While most folks take this statement to mean that everything in IT is becoming software and the end of hardware is near, that's not really what it's saying. There has to be hardware somewhere, after all. Compute and network and storage resources don't come from the Stork, you know. No, it's not about the elimination of hardware but rather about how reliant on software we're becoming across all of IT.
To put it succinctly, the future is software deploying software delivering software.
Let me break that down now, because that's a lot of software.
The first thing we note is that software is deploying, well, software. That software in turn is responsible for delivering software, a.k.a apps. And that's really what I mean when I say "software is eating IT".
realization that manual anything doesn't scale and to achieve that scale we need tools. In the case of IT that's going to be software. Software like Chef and Puppet, VMware and Cisco, OpenStack and OpenDaylight. Software that deploys. Software that automates and orchestrates the deployment of other things, including but not limited to, the apps transforming the world.
What is that software deploying? More software, but not just the software we know as "apps" but the software responsible for hosting and delivering those apps. Infrastructure and platform software as well as the software that transports its data - every bit of someone's cat photo - from the database to their phablet, tablet or phone. The software that delivers apps. That's the lengthy list of application services that are responsible for the availability, performance and security of the software they deliver. The services so important to organizations they'd rather eat worms than go without.
Those services are, in turn, delivering software. Software critical to business and front and center of just about every trend driving transformations in IT today. Go ahead, think of one - any one - trend that does not have at its core a focus on applications.
I'll wait.
See? It really is an application (software) world. And the impact of that being the case trickles down and across all of the business and IT. It means greater scale is required, operationally and humanly. It means faster time to market competing with the need for stability. It means increasing security risks balancing against performance and speed of provisioning.

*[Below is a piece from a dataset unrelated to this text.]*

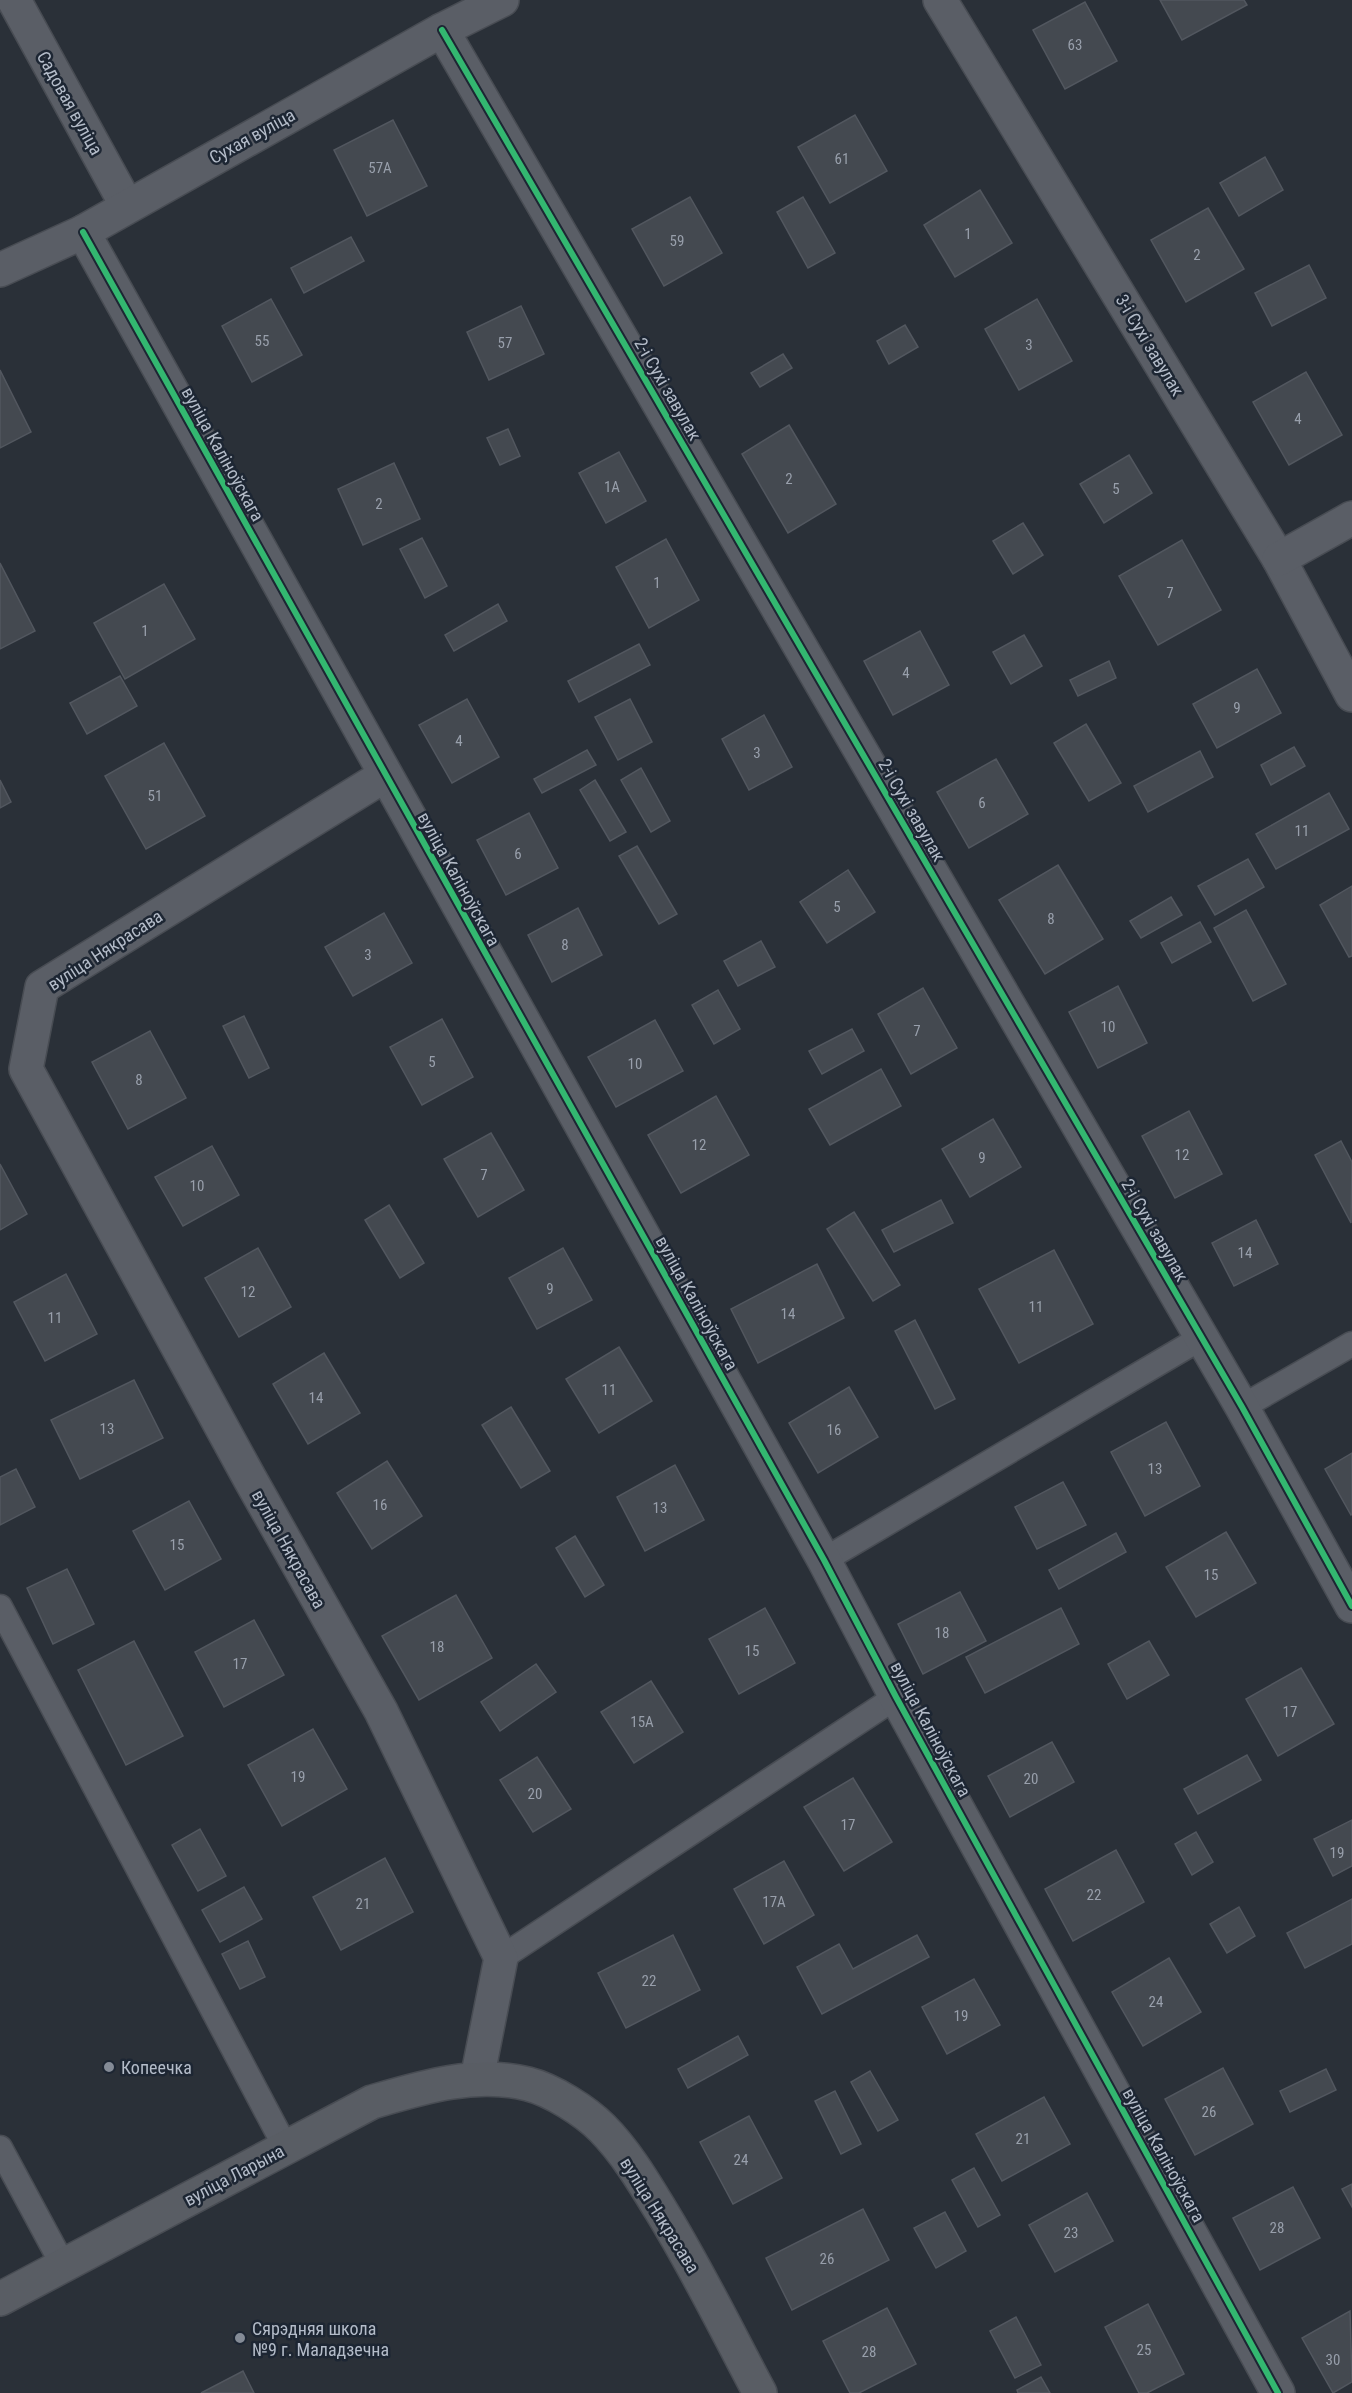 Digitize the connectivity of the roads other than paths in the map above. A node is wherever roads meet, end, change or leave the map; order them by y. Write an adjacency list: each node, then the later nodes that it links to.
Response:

So into development we end with agile and continuous delivery and cloud. Down into operations and networking we find SDN and DevOps. It's everywhere.
That's why the future is software (Chef, Puppet, Python, OpenStack, VMware, Cisco) deploying software (SDAS, VMs, as a service services) delivering software (apps, mobile apps, web apps, IoT apps) with a lot more automation, orchestration and scale than ever before. Operationalization. It's leaving IT a lean, mean app deployment and delivery machine. Which is exactly what business needs to get to market, remain competitive, and engage with the consumers that ultimately pay the bills.
Productivity and profit are critical to business success and apps are key in the formula for improving both. Every initiative has to support those apps, which ultimately means everything is supportive of applications. Of their development, deployment and delivery.
And that's why software is eating IT.